Im Wintersemester 2008/09 begann ich mit dem Magisterstudium in der Fächerkombination Neuere und Neueste Geschichte (Hauptfach), Geschichte Ost- und Südosteuropas sowie Deutsch als Fremdsprache (Nebenfächer) und lebe seitdem dauerhaft in München. Mit dem Studium in München verfolgte ich dann von Anfang an die Absicht, mir einen objektiven und qualifizierten Einblick in die Geschichte zu verschaffen, um später effektiv an den vielfältigen internationalen Aktionen mitwirken zu können, die ich in der Praxis schon als Kleinkind vielmals erleben konnte. Gute Einarbeitung und erste Erfahrungen dazu konnte ich durch die Arbeit im Collegium Carolinum (Institut für die Geschichte der Böhmischen Länder München) sammeln, wo ich drei Jahre als studentische Hilfskraft tätig war. Seit März 2010 bin ich außerdem für vier Jahre gewähltes Mitglied des Pfarrgemeinderats der tschechischen katholischen Gemeinde in München und engagiere mich in dieser Position in der Zusammenarbeit der tschechischen mit den deutschen Gemeinden und Vereinen. Im April 2012 habe ich schließlich eine Teilzeitstelle als Projektmitarbeiterin in der Geschäftsstelle der Ackermann-Gemeinde in München angetreten. Die Ackermann-Gemeinde war mir bereits vorher ziemlich gut bekannt, jedoch hatte ich noch keinen engeren Kontakt zu ihr gehabt. Ich wusste aber, dass ihre Arbeit meinen Vorstellungen über die Zusammenarbeit zwischen den Deutschen und Tschechen entspricht – ein offener Dialog über die Vergangenheit, frei von einseitiger Kritik und Vorurteilen, und ein freundschaftlicher Ideenaustausch sowie eine gemeinsame Suche nach neuen Wegen für die Zukunft.
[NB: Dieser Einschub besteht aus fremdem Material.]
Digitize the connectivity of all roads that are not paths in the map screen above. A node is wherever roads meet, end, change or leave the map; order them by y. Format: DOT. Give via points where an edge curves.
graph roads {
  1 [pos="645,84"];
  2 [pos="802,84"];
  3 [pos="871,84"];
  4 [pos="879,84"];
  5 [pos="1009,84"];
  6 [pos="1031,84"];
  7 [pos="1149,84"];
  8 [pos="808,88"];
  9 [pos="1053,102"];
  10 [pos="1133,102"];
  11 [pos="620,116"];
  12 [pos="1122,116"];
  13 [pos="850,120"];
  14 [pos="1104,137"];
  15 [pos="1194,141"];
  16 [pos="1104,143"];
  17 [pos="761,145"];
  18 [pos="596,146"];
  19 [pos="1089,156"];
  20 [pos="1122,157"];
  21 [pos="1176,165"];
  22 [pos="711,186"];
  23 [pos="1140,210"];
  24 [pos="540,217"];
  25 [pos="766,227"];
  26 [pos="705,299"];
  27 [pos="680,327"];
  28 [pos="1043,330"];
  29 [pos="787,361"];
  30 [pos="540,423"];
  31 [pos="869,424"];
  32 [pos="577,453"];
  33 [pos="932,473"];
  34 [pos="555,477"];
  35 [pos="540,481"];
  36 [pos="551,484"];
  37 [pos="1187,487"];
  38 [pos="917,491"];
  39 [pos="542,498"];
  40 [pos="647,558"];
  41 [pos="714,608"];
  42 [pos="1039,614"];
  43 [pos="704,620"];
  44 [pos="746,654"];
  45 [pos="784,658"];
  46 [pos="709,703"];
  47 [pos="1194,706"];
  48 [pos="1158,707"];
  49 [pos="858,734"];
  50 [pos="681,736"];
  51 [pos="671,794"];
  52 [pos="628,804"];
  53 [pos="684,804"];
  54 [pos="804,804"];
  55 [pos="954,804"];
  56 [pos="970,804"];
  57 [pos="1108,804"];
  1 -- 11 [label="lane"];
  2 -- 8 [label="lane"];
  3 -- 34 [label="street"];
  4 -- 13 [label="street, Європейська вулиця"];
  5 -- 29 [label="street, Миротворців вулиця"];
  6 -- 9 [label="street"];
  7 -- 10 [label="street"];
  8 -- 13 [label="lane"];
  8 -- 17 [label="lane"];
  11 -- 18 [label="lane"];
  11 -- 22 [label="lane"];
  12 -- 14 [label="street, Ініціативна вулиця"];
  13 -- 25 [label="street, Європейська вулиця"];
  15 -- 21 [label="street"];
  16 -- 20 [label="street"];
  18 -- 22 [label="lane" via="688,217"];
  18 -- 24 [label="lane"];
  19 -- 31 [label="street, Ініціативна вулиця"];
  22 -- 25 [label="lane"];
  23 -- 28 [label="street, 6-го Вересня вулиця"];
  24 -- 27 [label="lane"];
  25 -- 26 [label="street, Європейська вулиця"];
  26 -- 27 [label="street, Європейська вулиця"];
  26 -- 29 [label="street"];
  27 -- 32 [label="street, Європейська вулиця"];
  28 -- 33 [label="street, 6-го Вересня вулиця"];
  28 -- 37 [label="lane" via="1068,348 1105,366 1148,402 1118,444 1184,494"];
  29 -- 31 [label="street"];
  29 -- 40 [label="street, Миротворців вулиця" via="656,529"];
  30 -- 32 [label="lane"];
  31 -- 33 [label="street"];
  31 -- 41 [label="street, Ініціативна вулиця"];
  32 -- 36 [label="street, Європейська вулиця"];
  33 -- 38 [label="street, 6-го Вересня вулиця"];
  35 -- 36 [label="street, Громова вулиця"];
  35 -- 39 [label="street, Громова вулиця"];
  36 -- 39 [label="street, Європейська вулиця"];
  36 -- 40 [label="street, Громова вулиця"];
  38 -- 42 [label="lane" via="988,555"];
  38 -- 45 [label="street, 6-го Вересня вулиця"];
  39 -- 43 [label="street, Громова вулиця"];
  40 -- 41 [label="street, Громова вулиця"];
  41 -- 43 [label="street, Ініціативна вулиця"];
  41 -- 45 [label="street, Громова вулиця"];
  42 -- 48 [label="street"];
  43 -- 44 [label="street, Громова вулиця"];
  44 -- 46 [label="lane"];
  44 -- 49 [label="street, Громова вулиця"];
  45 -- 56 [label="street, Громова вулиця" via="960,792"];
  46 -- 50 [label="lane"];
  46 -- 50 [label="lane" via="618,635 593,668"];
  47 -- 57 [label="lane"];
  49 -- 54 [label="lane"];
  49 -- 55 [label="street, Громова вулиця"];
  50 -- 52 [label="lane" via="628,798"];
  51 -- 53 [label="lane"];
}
Und nun endlich zu der vielleicht interessantesten Frage: Wie lebt es sich als Ausländer in Deutschland? Haben sich meine Erwartungen erfüllt, hat sich meine Sicht auf Deutschland und die Deutschen verändert? Und wenn ja, wie?
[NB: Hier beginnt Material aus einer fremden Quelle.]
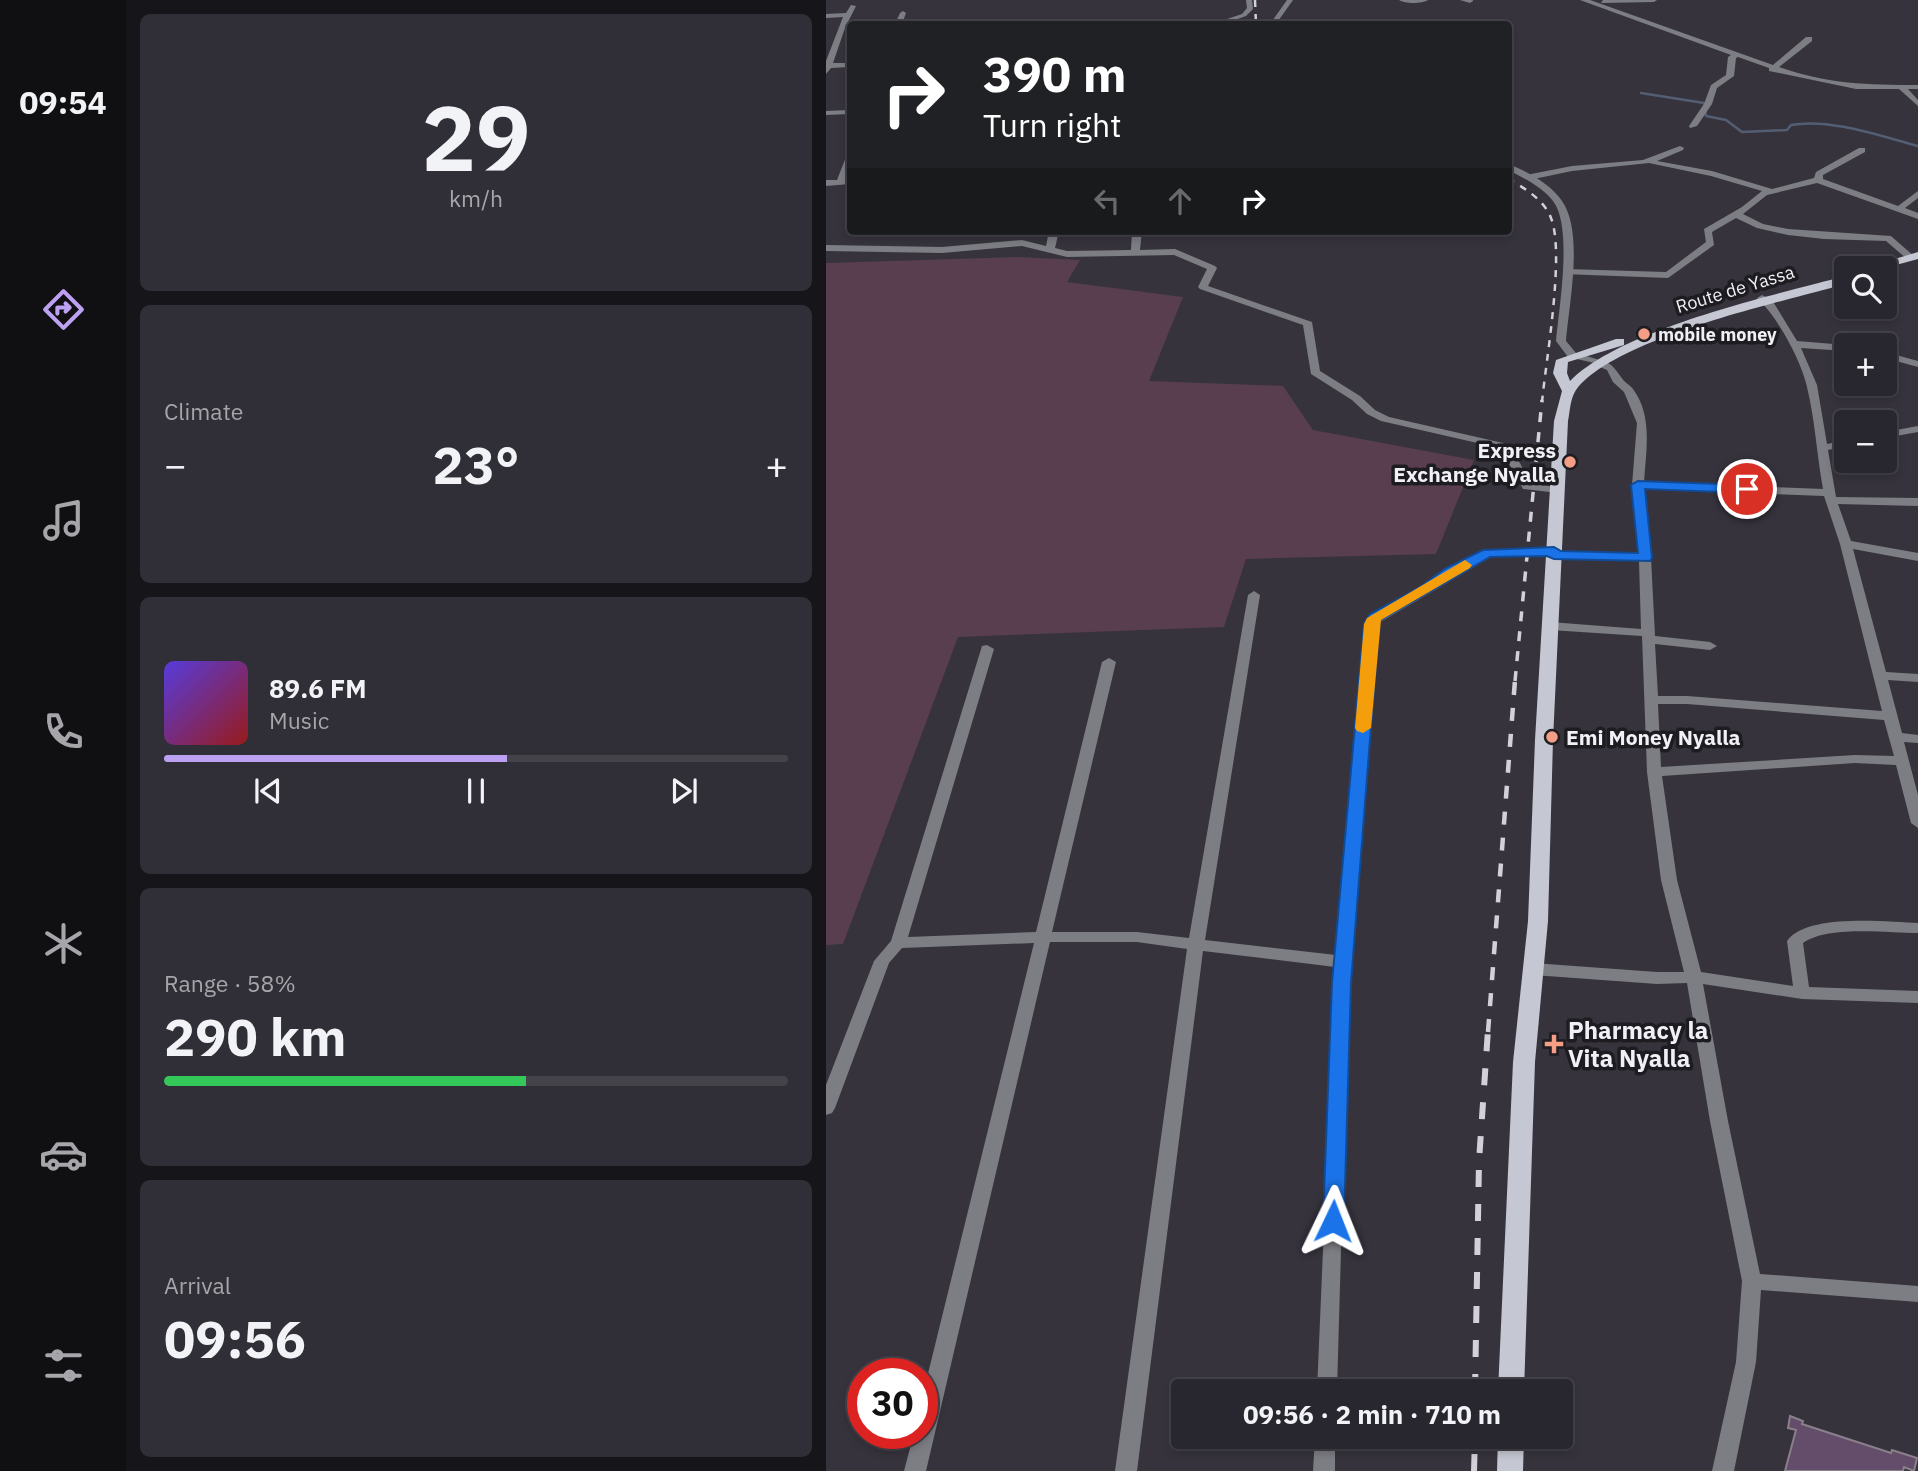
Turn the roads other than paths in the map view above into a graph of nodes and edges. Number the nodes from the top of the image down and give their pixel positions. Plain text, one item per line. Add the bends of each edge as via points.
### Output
1 (1248, 0) edge
2 (1290, 0) edge
3 (1402, 0) edge
4 (1425, 0) edge
5 (1463, 0) edge
6 (1654, 0) edge
7 (1470, 1) edge
8 (1587, 1) edge
9 (853, 6) dead end
10 (903, 13) dead end
11 (848, 15) junction
12 (826, 16) edge
13 (899, 21) edge
14 (1227, 21) edge
15 (1275, 21) edge
16 (841, 28) junction
17 (847, 28) edge
18 (1809, 39) dead end
19 (1739, 55) junction
20 (847, 65) edge
21 (827, 68) edge
22 (1772, 69) junction
23 (1901, 87) junction
24 (1918, 87) edge
25 (1918, 104) edge
26 (847, 112) edge
27 (826, 113) edge
28 (1693, 126) dead end
29 (1680, 148) dead end
30 (1862, 150) dead end
31 (1650, 162) junction
32 (1512, 168) edge
33 (1529, 177) junction
34 (1818, 180) junction
35 (845, 182) edge
36 (826, 183) edge
37 (1771, 191) junction
38 (1918, 194) edge
39 (1899, 209) junction
40 (1735, 214) junction
41 (1918, 216) edge
42 (1053, 235) edge
43 (1137, 235) edge
44 (826, 248) edge
45 (1050, 250) junction
46 (1135, 253) junction
47 (1915, 257) edge
48 (1897, 262) edge
49 (1897, 264) edge
50 (1566, 272) junction
51 (1834, 279) edge
52 (1834, 283) edge
53 (1765, 300) junction
54 (1637, 340) junction
55 (1794, 344) junction
56 (1834, 347) edge
57 (1572, 355) junction
58 (1897, 358) edge
59 (1599, 363) junction
60 (1918, 364) edge
61 (1568, 391) junction
62 (1918, 429) edge
63 (1897, 433) edge
64 (1834, 446) edge
65 (1823, 448) junction
66 (1638, 485) junction
67 (1558, 491) junction
68 (1830, 496) junction
69 (1918, 502) edge
70 (1846, 544) junction
71 (1554, 553) junction
72 (1918, 557) edge
73 (1645, 558) junction
74 (1254, 595) dead end
75 (1550, 626) junction
76 (1649, 636) junction
77 (1710, 646) dead end
78 (987, 649) dead end
79 (1109, 662) dead end
80 (1880, 676) junction
81 (1918, 678) edge
82 (1652, 700) junction
83 (1891, 716) junction
84 (1896, 737) junction
85 (1918, 738) edge
86 (1902, 761) junction
87 (1654, 772) junction
88 (1918, 823) edge
89 (1918, 928) edge
90 (1043, 937) junction
91 (898, 943) junction
92 (1196, 944) junction
93 (1343, 962) junction
94 (1534, 969) junction
95 (1694, 977) junction
96 (1802, 993) junction
97 (1918, 997) edge
98 (826, 1108) edge
99 (1752, 1281) junction
100 (1918, 1294) edge
101 (1328, 1379) edge
102 (1511, 1379) edge
103 (1325, 1449) edge
104 (1511, 1449) edge
105 (915, 1471) edge
106 (1126, 1471) edge
107 (1324, 1471) edge
108 (1510, 1471) edge
109 (1723, 1471) edge

1 - 14 street via 1248,12
2 - 15 street
3 - 4 street
5 - 7 street
6 - 8 street
8 - 19 street
9 - 11 street
10 - 13 street
11 - 12 street
11 - 16 street
16 - 17 street
16 - 21 street
18 - 22 street
19 - 22 street
19 - 28 street via 1732,57 1730,76 1714,87
20 - 21 street
22 - 23 street via 1856,87
23 - 24 street
23 - 25 street
26 - 27 street
29 - 31 street
30 - 34 street via 1819,174
31 - 33 street
31 - 37 street
32 - 33 street
33 - 50 street via 1557,200 1568,221
34 - 37 street
34 - 39 street
35 - 36 street
37 - 40 street
38 - 39 street
39 - 41 street
40 - 47 street via 1788,232 1888,238
40 - 50 street via 1707,231 1709,246 1671,274
42 - 45 street
43 - 46 street
44 - 45 street via 942,250 979,243 1022,243
45 - 46 street
46 - 67 street via 1179,253 1212,268 1203,287 1308,324 1315,372 1371,412 1499,445 1508,452 1527,487
47 - 48 main road
47 - 49 main road
50 - 57 street via 1561,341
51 - 53 main road, Route de Yassa
52 - 53 main road, Route de Yassa
53 - 54 main road, Route de Yassa
53 - 55 street
54 - 57 main road
54 - 59 main road
55 - 56 street
55 - 65 street via 1812,385
57 - 59 street
57 - 61 main road via 1560,364
58 - 60 street
59 - 61 main road
59 - 66 street via 1611,368 1629,391 1642,422
61 - 67 main road via 1561,421
62 - 63 street
64 - 65 street
65 - 68 street
66 - 68 street
66 - 73 street
67 - 71 main road
68 - 69 street
68 - 70 street
70 - 72 street
70 - 80 street
71 - 73 street
71 - 75 main road
71 - 93 street via 1488,553 1451,571 1371,624
73 - 76 street
74 - 92 street
75 - 76 street
75 - 94 main road
76 - 77 street
76 - 82 street
78 - 91 street
79 - 90 street
80 - 81 street
80 - 83 street
82 - 83 street
82 - 87 street
83 - 84 street
84 - 85 street
84 - 86 street
86 - 87 street via 1855,759
86 - 88 street
87 - 95 street via 1669,880
89 - 96 street via 1821,929 1799,936 1795,942
90 - 91 street
90 - 92 street via 1137,937
90 - 105 street
91 - 98 street via 881,961
92 - 93 street
92 - 106 street
93 - 101 street
94 - 95 street
94 - 102 main road via 1523,1088
95 - 96 street
95 - 99 street
96 - 97 street
99 - 100 street
99 - 109 street via 1746,1362
103 - 107 street
104 - 108 main road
Von vorneherein muss ich bemerken: Ich kann nur über das Leben in München bzw. Bayern berichten. Ich habe zwar viele Bekannte auch an anderen Orten in Deutschland, habe aber selbst nie länger woanders als in München gelebt. Als nächstes kann ich gleich sagen: Ja, meine Sicht auf das Leben in Deutschland hat sich sicher verändert. Erfüllt haben sich meine Erwartungen insofern, als man hier auch als Ausländer tatsächlich gut leben kann. Und das behaupte ich, obwohl das Leben in München für tschechische Verhältnisse recht teuer ist und auch meine eigene finanzielle Situation manchmal ziemlich bedrückend war. Vielleicht ist es Zufall, manche würden es Glück, andere Gottes Vorsehung nennen – ich habe stets Menschen getroffen, die mir geholfen haben, als ich nicht gewusst habe, wie es weitergehen kann. Auch eine „geistige“ Unterstützung habe ich mehrmals gebraucht und bekommen, als es mir psychisch nicht so gut ging. Hilfe erhielt ich sowohl von Deutschen als auch von Tschechen, jüngeren und älteren Menschen aus verschiedenen gesellschaftlichen Kreisen. All diese Menschen waren ganz wichtig, damit ich mich in München heute so wohl fühlen kann. München ist ja schon längst keine rein deutsche Stadt, ganz verschiedene Nationalitäten und Kulturen stoßen hier aufeinander.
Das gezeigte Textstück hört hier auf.